§ **WHAT YOU HAVE TO DO**: Output, exactly and in full, the entries that appear below.

Records from a data collection:
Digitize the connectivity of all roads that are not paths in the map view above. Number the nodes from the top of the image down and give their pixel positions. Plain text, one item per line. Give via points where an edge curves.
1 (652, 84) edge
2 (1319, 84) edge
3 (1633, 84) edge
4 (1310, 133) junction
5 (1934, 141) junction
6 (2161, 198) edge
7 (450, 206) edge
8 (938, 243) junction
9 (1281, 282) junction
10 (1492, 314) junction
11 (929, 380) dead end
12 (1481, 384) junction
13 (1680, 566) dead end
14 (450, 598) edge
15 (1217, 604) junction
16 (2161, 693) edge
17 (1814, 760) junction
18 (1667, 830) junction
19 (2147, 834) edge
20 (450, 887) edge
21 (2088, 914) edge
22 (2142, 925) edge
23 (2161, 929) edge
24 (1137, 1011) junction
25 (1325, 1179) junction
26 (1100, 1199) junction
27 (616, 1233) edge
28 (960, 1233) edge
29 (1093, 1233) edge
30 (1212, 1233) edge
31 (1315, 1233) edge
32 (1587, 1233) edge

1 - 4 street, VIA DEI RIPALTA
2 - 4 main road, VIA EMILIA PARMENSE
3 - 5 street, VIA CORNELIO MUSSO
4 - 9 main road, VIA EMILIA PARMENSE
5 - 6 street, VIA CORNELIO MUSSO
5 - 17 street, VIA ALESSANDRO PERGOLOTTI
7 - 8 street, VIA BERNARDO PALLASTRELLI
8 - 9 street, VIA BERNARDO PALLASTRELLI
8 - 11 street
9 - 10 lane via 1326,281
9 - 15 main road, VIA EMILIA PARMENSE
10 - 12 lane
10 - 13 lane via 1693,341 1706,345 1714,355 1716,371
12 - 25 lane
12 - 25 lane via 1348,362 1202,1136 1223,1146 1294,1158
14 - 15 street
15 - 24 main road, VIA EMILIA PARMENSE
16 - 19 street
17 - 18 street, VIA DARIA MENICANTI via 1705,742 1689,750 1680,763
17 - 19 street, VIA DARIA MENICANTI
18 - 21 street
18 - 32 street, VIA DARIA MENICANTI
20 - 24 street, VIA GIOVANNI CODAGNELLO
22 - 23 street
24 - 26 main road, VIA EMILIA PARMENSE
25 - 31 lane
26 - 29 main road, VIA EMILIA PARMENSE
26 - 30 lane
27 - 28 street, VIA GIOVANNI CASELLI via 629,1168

§ **EXERCISE RESPONSE**:
Digitize the connectivity of all roads that are not paths in the map view above. Number the nodes from the top of the image down and give their pixel positions. Plain text, one item per line. Give via points where an edge curves.
1 (652, 84) edge
2 (1319, 84) edge
3 (1633, 84) edge
4 (1310, 133) junction
5 (1934, 141) junction
6 (2161, 198) edge
7 (450, 206) edge
8 (938, 243) junction
9 (1281, 282) junction
10 (1492, 314) junction
11 (929, 380) dead end
12 (1481, 384) junction
13 (1680, 566) dead end
14 (450, 598) edge
15 (1217, 604) junction
16 (2161, 693) edge
17 (1814, 760) junction
18 (1667, 830) junction
19 (2147, 834) edge
20 (450, 887) edge
21 (2088, 914) edge
22 (2142, 925) edge
23 (2161, 929) edge
24 (1137, 1011) junction
25 (1325, 1179) junction
26 (1100, 1199) junction
27 (616, 1233) edge
28 (960, 1233) edge
29 (1093, 1233) edge
30 (1212, 1233) edge
31 (1315, 1233) edge
32 (1587, 1233) edge

1 - 4 street, VIA DEI RIPALTA
2 - 4 main road, VIA EMILIA PARMENSE
3 - 5 street, VIA CORNELIO MUSSO
4 - 9 main road, VIA EMILIA PARMENSE
5 - 6 street, VIA CORNELIO MUSSO
5 - 17 street, VIA ALESSANDRO PERGOLOTTI
7 - 8 street, VIA BERNARDO PALLASTRELLI
8 - 9 street, VIA BERNARDO PALLASTRELLI
8 - 11 street
9 - 10 lane via 1326,281
9 - 15 main road, VIA EMILIA PARMENSE
10 - 12 lane
10 - 13 lane via 1693,341 1706,345 1714,355 1716,371
12 - 25 lane
12 - 25 lane via 1348,362 1202,1136 1223,1146 1294,1158
14 - 15 street
15 - 24 main road, VIA EMILIA PARMENSE
16 - 19 street
17 - 18 street, VIA DARIA MENICANTI via 1705,742 1689,750 1680,763
17 - 19 street, VIA DARIA MENICANTI
18 - 21 street
18 - 32 street, VIA DARIA MENICANTI
20 - 24 street, VIA GIOVANNI CODAGNELLO
22 - 23 street
24 - 26 main road, VIA EMILIA PARMENSE
25 - 31 lane
26 - 29 main road, VIA EMILIA PARMENSE
26 - 30 lane
27 - 28 street, VIA GIOVANNI CASELLI via 629,1168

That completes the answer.